**Problem to solve**
Beneath this task are records; state how many of their lines hold the word "Индустриальная", and nothing else.

**Input data**
= Beginning of Section =
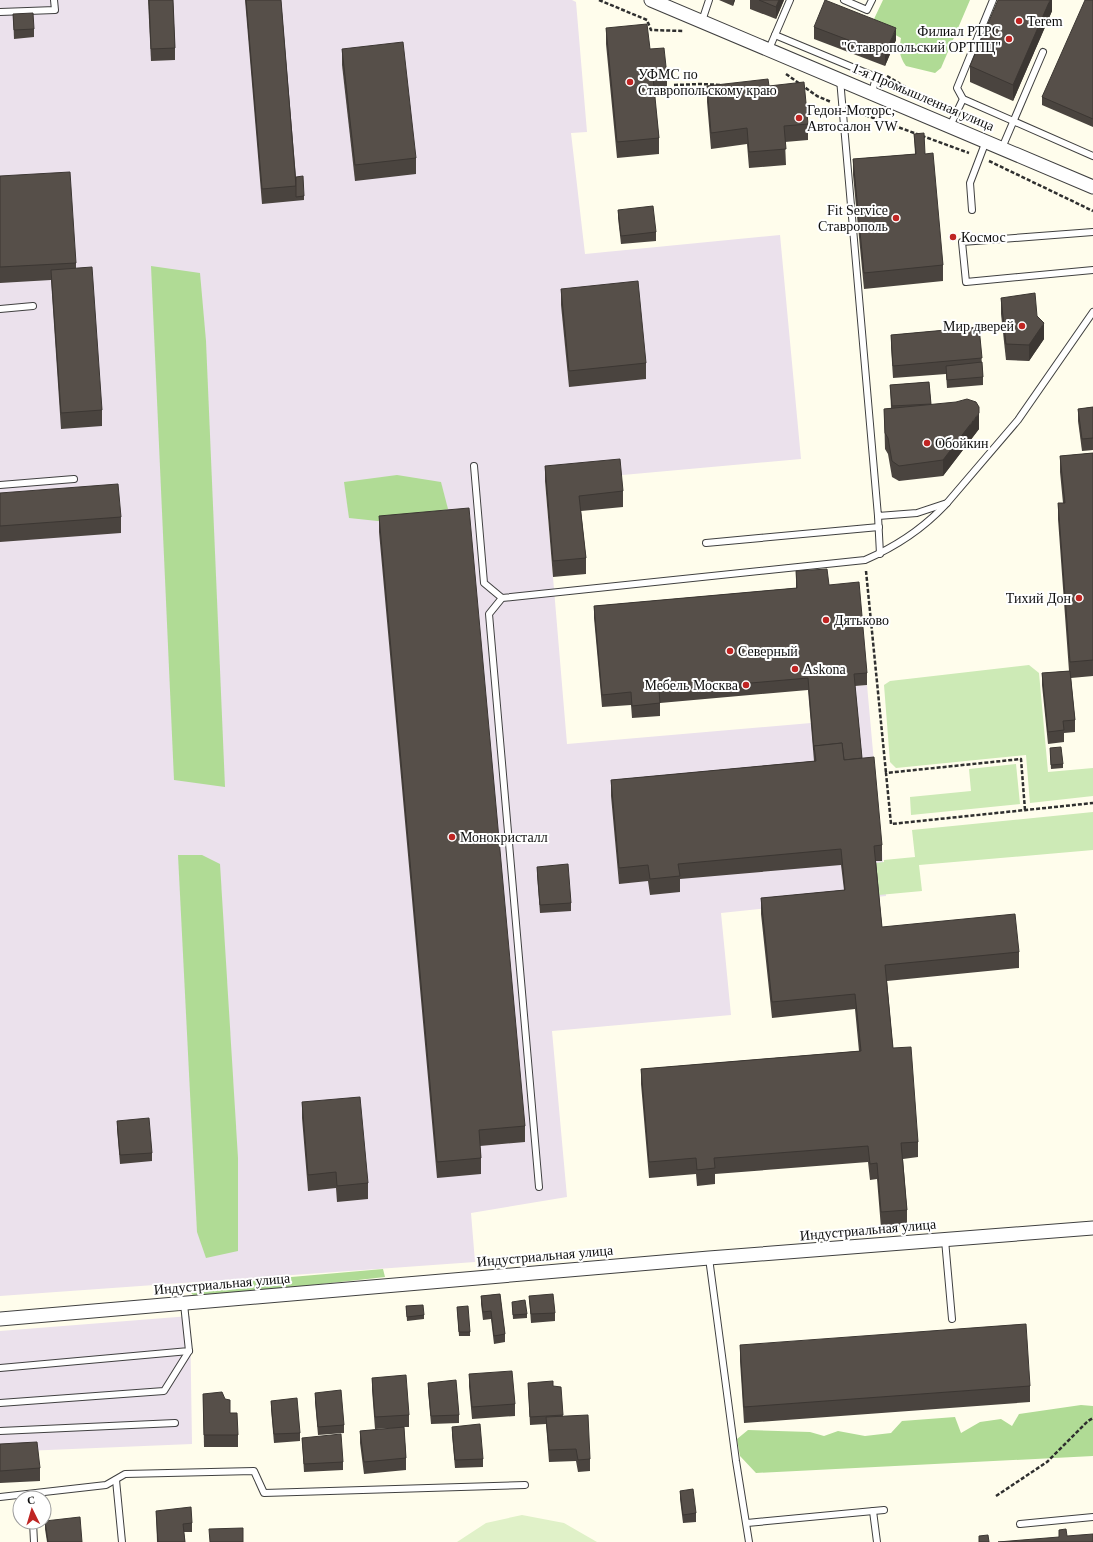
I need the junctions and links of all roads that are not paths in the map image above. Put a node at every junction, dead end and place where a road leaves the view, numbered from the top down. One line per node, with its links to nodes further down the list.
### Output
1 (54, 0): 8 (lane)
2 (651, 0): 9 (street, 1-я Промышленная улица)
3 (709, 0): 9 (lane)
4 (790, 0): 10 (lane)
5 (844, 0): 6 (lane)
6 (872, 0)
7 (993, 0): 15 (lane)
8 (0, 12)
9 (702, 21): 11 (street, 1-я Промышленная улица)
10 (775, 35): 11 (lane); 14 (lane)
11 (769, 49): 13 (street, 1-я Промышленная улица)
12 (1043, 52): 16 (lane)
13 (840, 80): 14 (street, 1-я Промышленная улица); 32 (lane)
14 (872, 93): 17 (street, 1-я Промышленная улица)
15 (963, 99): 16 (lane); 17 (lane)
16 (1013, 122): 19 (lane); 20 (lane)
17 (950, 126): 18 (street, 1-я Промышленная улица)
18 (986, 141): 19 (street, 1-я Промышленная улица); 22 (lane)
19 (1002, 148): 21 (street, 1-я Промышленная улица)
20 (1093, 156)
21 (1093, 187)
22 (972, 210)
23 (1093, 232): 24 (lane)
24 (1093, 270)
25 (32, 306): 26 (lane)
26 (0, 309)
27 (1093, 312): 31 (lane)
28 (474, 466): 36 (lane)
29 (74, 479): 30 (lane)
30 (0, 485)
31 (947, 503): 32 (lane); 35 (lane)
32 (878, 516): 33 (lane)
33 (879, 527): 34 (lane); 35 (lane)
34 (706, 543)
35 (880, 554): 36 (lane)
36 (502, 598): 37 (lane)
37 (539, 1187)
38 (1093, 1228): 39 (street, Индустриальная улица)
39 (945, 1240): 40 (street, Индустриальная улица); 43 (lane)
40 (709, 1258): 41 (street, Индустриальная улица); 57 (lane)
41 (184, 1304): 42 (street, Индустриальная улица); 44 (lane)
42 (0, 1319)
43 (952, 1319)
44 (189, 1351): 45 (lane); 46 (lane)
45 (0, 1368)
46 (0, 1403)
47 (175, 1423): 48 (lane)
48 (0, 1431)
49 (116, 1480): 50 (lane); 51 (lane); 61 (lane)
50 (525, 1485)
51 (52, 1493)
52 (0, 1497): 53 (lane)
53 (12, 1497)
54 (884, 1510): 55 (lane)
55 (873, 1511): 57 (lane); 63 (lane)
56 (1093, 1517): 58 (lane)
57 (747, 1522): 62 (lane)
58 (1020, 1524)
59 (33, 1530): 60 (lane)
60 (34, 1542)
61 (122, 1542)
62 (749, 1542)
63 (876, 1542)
= End of Section =
**Response area**
4